INTEGRATION OF GIS AND ADVANCED REMOTE SENSING TECHNIQUES FOR LANDSLIDE HAZARD ASSESSMENT: A CASE STUDY OF NORTHWEST SYRIA

M. Hammad, B. V. Leeuwen, and L. Mucsi

Keywords: Landslide, Hazard, ANN, Interferometry, GIS, Syria

Abstract. Landslide susceptibility and hazard mapping has been developed providing remarkable results through the integration of geographic information system (GIS) and remote sensing. In this regard, some approaches have considered the use of Sentinel-1 data and time-series interferometric synthetic aperture radar (InSAR) techniques, such as differential InSAR (D-InSAR) and persistent scatterers interferometric (PSI), for providing precise information about total amount and velocity of ground-surface deformations and landslides within a specific area during a specific time period which is important for disaster management’s planning process.

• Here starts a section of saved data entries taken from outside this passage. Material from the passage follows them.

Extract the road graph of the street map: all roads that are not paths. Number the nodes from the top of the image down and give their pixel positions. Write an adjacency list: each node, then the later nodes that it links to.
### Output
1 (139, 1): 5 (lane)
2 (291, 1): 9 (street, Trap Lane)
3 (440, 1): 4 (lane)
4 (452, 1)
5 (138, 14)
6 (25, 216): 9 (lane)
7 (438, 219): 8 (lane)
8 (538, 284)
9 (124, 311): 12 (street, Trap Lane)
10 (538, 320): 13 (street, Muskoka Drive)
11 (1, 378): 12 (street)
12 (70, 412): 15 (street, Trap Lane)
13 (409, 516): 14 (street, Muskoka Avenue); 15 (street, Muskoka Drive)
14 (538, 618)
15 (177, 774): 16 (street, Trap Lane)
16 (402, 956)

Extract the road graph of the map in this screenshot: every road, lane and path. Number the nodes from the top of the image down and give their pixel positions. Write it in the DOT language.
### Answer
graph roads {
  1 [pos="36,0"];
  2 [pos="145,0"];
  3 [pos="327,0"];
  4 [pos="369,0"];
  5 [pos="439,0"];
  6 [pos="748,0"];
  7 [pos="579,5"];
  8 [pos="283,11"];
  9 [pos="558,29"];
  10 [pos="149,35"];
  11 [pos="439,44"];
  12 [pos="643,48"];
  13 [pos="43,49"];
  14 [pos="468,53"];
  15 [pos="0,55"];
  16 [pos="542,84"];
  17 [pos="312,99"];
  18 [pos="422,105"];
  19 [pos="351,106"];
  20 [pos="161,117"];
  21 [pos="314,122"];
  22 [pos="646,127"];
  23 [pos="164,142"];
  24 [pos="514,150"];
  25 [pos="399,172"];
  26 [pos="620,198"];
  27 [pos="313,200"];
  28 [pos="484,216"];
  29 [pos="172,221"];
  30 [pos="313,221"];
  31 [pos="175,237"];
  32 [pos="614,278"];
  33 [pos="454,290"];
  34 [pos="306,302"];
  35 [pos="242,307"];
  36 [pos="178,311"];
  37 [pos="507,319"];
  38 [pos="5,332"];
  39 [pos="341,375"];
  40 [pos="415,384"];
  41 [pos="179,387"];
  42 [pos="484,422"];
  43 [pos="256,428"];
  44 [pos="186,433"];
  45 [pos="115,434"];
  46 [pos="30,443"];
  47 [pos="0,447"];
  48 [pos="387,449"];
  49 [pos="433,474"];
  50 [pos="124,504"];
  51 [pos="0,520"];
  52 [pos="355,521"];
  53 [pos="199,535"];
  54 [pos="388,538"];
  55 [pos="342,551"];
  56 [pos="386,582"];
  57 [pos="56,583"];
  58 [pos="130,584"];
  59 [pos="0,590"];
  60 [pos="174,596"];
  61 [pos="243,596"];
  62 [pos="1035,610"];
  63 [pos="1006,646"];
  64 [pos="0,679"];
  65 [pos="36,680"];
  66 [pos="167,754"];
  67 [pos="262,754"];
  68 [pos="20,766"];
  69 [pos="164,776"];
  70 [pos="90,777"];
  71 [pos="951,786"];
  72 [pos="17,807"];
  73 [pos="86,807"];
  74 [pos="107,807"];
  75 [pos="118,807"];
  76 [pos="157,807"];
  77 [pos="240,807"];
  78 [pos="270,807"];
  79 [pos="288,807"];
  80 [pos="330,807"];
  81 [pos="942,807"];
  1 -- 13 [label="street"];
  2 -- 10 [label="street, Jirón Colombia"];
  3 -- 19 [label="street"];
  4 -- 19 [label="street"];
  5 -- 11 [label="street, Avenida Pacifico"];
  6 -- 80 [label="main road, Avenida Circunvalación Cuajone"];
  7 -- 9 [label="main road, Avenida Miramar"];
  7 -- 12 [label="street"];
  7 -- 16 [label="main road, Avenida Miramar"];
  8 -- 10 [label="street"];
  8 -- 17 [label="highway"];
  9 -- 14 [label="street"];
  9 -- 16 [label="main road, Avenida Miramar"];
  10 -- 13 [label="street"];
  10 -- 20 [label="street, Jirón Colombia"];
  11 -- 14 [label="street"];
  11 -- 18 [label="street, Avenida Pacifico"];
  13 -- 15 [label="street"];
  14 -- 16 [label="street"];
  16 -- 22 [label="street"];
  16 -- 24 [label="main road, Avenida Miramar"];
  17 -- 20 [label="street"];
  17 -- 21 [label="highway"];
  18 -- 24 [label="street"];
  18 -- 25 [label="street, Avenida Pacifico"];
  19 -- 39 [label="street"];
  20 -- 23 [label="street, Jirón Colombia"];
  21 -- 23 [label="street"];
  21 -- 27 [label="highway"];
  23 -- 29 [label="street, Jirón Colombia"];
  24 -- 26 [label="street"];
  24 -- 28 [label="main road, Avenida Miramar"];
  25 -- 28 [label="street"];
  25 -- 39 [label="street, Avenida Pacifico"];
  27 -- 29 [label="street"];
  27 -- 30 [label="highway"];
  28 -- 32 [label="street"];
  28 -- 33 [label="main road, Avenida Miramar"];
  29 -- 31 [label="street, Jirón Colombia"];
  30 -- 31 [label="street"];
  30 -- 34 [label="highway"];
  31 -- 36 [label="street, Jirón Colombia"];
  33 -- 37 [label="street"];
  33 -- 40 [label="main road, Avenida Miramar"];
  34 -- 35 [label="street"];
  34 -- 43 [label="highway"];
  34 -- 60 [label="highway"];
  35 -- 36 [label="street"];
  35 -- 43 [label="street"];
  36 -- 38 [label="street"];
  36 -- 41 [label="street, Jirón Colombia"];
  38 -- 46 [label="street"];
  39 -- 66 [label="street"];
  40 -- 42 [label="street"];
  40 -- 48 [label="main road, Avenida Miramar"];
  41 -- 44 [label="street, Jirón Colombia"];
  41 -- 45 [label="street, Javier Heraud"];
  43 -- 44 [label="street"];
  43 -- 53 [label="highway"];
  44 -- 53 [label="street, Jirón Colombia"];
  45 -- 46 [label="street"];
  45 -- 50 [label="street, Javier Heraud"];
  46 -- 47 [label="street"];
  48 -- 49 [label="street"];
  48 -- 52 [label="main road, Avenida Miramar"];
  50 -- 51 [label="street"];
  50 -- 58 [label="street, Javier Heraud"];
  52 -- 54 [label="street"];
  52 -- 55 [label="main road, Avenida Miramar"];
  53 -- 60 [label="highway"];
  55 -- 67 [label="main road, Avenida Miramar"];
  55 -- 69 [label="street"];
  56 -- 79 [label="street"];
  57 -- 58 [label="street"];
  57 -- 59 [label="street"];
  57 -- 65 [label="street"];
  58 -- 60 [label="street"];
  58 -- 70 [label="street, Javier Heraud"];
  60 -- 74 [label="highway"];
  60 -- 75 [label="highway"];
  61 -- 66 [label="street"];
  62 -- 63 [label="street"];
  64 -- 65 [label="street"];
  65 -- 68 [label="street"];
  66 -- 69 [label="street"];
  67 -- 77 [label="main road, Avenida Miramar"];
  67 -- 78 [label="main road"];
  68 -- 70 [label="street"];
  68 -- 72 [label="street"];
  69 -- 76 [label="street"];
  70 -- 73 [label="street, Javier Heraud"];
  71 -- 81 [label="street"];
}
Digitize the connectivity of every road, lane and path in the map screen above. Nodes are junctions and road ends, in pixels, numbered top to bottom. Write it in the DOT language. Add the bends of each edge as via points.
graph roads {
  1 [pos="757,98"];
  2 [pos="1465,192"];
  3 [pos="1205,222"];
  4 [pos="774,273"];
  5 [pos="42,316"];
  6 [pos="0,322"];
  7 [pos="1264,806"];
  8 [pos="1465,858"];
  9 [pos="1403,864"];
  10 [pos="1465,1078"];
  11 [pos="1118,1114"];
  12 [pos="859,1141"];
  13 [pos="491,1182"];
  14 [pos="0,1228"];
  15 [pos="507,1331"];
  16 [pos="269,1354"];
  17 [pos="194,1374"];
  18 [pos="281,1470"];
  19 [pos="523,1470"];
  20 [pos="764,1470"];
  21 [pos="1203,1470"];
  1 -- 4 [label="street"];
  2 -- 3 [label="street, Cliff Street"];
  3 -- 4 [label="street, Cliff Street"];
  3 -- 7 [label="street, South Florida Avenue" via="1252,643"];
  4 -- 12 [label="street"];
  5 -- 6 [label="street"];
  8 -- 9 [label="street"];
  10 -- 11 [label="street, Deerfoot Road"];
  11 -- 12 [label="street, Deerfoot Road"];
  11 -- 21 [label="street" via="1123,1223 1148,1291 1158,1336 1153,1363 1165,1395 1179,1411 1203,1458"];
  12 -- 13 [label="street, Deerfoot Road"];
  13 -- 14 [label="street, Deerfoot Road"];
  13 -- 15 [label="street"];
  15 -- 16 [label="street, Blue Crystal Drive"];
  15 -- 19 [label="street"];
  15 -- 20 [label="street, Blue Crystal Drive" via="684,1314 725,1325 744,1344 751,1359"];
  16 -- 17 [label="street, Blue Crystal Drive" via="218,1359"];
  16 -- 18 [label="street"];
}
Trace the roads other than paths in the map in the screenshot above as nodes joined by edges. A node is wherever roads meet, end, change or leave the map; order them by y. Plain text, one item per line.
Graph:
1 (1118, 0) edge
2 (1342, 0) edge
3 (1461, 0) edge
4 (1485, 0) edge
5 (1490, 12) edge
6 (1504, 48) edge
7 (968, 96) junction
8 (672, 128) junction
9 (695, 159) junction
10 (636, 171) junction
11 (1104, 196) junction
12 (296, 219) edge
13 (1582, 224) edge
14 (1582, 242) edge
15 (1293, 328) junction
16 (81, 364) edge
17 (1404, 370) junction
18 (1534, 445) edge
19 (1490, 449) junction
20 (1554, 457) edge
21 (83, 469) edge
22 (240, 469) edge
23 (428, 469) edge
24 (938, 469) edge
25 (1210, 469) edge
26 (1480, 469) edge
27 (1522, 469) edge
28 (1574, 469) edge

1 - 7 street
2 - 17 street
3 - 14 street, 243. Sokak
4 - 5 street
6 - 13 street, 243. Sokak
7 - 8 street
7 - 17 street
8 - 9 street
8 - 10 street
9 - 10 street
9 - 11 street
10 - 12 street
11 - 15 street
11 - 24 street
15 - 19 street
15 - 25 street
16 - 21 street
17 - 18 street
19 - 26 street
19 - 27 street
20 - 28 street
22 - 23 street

In this paper, artificial neural network (ANN) was used as a statistical analysis method for landslide susceptibility mapping in Northwest Syria using multi-layer perceptron (MLP) neural network on a training dataset of one dependent variable (landslide or non-landslide) and nine independent variables (slope, aspect, curvature, land cover, NDVI, lithology, distance from faults, distance from road, distance from stream networks). The resulting map of landslide susceptibility was validated using area under curve (AUC) analysis using a testing dataset which showed 90.28% of AUC value. Then, landslide susceptibility map was reclassified into high-moderate-low classes and integrated with intensity map of mean velocity of ground-surface deformations during the time period form (16 October 2018) until (21 March 2019) by using a landslide hazard matrix in a GIS environment in order to get landslide hazard map of the study area for that time period. The result shows that around 44.4%, 52.9% and 2.5% of total study area was classified as a high, moderate and low hazard zone of landslide, respectively.